Judge: No extensive studies by Transource allowed on 36 landowners' properties
- Judge Richard K. Renn said Transource Energy's request to conduct discovery studies, surveys, tests, soundings and appraisals could lead to landowners' anxiety.
Judge Richard K. Renn ruled Wednesday that Transource Energy is not allowed to do extensive research on 36 landowners' properties.
Transource was hired last year by PJM Interconnection, the regional transmission grid operator, to build a $320 million “market efficiency” project called the “Independence Energy Connection.”
York County is in the eastern segment of a proposed route, which includes approximately 16 miles of new transmission line that will connect a new substation in Lower Chanceford Township to the existing Conastone Substation near Norrisville in Harford County, Maryland.
Litigation: Earlier this year, 36 landowners who could be affected by the project denied Transource land agents entry onto their properties. The energy company took them to court recently to argue it needs to conduct discovery studies, surveys, tests, soundings and appraisals, and that it has the right as a Pennsylvania public utility to access their land through eminent domain.
However, Renn noted that the "sole purpose" of Transource's litigation is "to gain access to defendants' lands," and that is not enough for him to allow it.
“The problem with (Transouce Energy’s) case is that its route for the proposed electric line is just that, proposed,” Renn wrote. “Its final course may run over some of the defendants’ lands, all of their lands, or none of their lands.”
The Pennsylvania Public Utility Commission, which has the final say on the matter, has not approved the proposed route. Renn wrote it "certainly weighs against (Transource's) request to trample lands of a particular defendant in the hope that it might actually survey lands along the final route."
A list of goals, which were the same for each property, was submitted by Transource to the court. Renn said the goals reflected "lack of particularity with respect to each defendant’s parcel of land" and could create "understandable anxiety to an individual landowner."
He wrote that the goals fall "far short of the specificity required by the discovery rule."
The "proposed intrusion appears to be substantial," he explained, adding, "we have no assurances that a particular defendant’s land will actually be burdened by the electric line.”
The court is not inclined to allow Transource to "disrupt" the landowners' "peaceful possession and enjoyment of their lands with soundings and drillings," as well as "trimming or cutting vegetation," he wrote.

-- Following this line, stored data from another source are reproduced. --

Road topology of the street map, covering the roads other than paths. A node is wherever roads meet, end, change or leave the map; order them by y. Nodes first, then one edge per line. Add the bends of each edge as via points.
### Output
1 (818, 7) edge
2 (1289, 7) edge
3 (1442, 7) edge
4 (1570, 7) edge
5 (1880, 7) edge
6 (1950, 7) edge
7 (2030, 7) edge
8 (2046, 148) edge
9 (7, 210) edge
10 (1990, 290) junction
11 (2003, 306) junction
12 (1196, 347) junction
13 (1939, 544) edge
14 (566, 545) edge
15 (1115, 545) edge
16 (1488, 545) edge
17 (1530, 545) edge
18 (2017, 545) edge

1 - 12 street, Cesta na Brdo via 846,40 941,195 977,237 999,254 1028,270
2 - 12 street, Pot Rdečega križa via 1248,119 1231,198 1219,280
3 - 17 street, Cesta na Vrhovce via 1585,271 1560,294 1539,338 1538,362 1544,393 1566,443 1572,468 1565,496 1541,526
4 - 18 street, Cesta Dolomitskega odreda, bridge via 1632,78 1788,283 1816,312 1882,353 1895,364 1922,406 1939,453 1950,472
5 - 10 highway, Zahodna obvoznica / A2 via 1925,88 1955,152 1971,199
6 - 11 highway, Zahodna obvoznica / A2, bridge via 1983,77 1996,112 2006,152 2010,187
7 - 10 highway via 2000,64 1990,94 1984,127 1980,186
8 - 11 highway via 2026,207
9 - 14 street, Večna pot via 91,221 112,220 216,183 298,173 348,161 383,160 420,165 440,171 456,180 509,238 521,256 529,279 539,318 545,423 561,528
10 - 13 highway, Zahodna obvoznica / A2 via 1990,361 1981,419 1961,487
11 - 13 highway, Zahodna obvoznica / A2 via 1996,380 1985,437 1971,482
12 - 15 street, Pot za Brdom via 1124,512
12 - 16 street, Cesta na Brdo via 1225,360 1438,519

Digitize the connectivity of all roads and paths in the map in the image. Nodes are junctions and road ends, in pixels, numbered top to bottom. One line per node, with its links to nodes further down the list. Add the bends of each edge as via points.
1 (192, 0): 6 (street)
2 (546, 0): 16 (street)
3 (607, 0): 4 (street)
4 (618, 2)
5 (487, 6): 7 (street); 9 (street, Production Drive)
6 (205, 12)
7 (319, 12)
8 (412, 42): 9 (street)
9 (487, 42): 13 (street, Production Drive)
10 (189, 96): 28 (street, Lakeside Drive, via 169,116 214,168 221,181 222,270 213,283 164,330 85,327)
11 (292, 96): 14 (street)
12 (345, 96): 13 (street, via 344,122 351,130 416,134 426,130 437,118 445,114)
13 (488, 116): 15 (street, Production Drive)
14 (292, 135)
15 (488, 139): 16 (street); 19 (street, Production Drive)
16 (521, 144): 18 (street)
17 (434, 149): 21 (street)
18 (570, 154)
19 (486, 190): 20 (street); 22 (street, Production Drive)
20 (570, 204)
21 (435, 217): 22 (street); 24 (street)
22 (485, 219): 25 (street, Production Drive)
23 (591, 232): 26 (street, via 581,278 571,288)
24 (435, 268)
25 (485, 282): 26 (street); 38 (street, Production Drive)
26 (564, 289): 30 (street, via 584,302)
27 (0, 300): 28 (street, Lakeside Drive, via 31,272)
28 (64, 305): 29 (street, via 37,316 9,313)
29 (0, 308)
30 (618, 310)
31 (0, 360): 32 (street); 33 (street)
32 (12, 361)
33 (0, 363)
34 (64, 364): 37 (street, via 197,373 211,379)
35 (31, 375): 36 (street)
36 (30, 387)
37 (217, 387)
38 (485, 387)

Exception: The one exception, Renn confirmed, is "the studies for the bog turtle appear to consist of relatively low impact" to the landowners.
"We conclude that the minimal intrusion needed to conduct the bog turtle survey would not be so burdensome that we must preclude it at this stage of the litigation," Renn wrote.
Todd Burns, Transource director, said that the energy company believes it has the "right to access properties to conduct non-invasive surveys."
York-based Stock and Leader attorney Greg Bair, who represents about 26 of the landowners, said he is "very pleased with Judge Renn's ruling."
"Given that Transource only has a proposed route for the transmission line, which may or may not eventually include the landowners’ property, I believe, as a preliminary matter, Judge Renn’s decision to not permit extensive studies at the current time on these properties is the fairest resolution we could have hoped for and received," Bair said.